The decade of the 1980s was a time of change and reassessment for the Commission. EEOC had only recently received enforcement authority for the EPA, the ADEA, and the civil rights laws applicable to civilian federal employees. As a result of this expanded authority, EEOC witnessed a substantial increase in its charge workload. Unfortunately, no significant increase in staffing or resources followed. Thus, the Commission strived to discern its proper enforcement role given its new authority, while continuing to strengthen the protections afforded under the employment discrimination laws, most notably in the areas of age discrimination, sexual harassment, and national origin bias.
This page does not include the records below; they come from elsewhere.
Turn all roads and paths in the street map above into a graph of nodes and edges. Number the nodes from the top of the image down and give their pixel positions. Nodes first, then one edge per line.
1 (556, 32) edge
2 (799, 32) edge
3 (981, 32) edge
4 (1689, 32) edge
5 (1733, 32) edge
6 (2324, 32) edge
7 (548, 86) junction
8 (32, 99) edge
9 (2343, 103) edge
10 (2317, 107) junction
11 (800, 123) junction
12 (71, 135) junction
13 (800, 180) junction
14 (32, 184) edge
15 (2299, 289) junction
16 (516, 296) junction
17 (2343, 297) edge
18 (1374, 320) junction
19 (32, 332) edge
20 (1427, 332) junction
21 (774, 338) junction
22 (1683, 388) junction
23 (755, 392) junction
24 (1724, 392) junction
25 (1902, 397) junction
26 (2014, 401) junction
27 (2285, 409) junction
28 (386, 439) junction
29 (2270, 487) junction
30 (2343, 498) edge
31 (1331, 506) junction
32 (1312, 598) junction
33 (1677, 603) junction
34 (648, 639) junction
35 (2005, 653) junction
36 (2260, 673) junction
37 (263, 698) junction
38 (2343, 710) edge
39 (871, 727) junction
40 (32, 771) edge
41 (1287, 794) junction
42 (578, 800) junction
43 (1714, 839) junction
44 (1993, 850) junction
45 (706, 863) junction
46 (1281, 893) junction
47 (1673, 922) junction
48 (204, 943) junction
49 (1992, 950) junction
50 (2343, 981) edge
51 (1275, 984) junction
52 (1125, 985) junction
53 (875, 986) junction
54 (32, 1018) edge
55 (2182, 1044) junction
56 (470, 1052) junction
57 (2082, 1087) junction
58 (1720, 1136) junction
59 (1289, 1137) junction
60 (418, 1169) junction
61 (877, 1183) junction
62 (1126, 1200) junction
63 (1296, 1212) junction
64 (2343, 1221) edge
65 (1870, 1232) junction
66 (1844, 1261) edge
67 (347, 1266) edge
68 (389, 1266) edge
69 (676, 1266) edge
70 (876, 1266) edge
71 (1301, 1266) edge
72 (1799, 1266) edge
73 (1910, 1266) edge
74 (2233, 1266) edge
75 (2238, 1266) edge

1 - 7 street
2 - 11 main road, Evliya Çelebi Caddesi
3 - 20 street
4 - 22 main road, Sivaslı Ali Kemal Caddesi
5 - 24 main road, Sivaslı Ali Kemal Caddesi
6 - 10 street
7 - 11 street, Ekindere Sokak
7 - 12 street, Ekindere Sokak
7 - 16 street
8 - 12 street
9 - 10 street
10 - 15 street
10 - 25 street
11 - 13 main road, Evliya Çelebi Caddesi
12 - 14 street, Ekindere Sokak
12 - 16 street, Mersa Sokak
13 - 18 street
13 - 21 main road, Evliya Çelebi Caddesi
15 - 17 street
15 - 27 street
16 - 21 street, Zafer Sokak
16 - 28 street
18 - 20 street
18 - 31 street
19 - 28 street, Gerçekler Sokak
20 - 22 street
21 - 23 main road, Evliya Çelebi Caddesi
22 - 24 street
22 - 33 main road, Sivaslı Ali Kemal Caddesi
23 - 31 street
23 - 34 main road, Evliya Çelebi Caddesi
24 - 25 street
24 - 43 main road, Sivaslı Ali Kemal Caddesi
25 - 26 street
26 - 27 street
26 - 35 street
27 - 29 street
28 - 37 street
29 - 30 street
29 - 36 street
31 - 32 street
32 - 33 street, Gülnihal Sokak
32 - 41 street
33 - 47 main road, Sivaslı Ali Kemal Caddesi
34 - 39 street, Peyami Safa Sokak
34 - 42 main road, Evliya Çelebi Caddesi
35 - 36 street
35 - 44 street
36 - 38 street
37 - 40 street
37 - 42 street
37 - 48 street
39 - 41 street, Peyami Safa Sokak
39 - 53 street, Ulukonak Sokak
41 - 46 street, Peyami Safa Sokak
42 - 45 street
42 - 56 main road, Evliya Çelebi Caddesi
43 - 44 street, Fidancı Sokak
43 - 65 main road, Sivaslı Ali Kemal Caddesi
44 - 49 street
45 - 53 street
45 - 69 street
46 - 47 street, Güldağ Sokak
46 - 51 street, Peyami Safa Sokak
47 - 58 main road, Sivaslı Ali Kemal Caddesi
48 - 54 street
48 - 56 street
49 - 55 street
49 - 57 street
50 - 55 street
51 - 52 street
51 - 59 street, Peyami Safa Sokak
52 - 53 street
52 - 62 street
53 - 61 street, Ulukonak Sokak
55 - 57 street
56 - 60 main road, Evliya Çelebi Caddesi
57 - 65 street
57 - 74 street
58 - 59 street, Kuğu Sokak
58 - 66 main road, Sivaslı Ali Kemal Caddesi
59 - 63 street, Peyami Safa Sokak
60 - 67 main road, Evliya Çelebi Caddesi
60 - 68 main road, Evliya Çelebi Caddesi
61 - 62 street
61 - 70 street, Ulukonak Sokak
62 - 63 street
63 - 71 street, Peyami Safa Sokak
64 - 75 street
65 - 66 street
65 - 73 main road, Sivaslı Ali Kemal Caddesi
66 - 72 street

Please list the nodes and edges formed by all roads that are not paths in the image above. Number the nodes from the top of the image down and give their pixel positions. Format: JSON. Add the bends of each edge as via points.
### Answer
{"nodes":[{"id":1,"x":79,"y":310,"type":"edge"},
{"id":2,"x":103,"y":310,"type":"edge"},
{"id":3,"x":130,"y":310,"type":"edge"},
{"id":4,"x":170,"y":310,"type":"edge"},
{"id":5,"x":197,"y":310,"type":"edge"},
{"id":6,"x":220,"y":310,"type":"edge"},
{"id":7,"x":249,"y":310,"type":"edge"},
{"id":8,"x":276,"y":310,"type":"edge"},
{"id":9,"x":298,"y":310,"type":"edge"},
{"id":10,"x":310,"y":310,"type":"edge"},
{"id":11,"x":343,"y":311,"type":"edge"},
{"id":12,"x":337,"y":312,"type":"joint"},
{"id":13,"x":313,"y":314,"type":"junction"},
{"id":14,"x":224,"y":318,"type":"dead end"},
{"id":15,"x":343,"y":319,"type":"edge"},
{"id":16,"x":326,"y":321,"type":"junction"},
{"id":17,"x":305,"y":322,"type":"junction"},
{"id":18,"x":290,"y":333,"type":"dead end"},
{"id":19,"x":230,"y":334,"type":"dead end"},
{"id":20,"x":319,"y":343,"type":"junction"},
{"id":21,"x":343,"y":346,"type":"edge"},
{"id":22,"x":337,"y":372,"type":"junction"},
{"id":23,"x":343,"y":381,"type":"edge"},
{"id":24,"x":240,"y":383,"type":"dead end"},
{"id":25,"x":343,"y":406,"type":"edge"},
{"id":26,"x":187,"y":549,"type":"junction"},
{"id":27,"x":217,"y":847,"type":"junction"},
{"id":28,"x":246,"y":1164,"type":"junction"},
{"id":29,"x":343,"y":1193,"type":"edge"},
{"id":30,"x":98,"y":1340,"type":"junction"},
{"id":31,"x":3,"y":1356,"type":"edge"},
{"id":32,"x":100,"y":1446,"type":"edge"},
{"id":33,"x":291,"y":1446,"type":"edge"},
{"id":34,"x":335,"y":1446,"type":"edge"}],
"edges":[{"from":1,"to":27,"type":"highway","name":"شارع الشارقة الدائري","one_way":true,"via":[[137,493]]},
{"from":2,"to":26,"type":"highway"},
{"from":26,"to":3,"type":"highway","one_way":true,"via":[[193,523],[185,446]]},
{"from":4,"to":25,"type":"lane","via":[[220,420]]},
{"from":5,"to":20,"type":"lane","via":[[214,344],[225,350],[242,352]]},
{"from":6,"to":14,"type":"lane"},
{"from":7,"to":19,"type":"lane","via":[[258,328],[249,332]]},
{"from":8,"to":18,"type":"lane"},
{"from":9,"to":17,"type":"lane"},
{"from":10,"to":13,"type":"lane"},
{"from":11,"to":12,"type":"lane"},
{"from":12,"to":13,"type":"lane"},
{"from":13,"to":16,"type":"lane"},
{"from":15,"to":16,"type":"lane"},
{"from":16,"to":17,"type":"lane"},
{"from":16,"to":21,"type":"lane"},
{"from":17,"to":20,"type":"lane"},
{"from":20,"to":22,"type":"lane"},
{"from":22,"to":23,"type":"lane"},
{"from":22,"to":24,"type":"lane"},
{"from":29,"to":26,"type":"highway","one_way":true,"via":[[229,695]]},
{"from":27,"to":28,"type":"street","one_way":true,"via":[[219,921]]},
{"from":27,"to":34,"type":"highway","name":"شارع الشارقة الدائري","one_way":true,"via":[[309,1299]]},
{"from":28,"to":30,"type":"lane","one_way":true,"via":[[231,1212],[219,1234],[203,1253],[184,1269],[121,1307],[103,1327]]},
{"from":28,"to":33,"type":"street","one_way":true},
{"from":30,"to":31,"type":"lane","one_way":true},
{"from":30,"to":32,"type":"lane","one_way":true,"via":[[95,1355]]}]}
Moreover, in the early 1980s, the change from Democrat to Republican administrations resulted in substantial changes in enforcement philosophy. EEOC began the 1980s by continuing to focus on broad, systemic employment practices that operated to discriminate against large classes of individuals. However, the Republican appointees to the Commission wanted to reassess its methods. The new Commission believed that more attention to individual claims of discrimination needed to occupy priority standing for a civil rights enforcement agency. While the rapid charge processing system adopted in the late 1970s to reduce the Commission's backlog had achieved its goal, the new Commission was ready for a change in strategic direction. Accordingly, the Commission determined that much greater emphasis should be placed on obtaining full remedies for every individual complainant. New policies reflecting this emphasis, together with a vast increase in charges, created new workload and management challenges for the agency.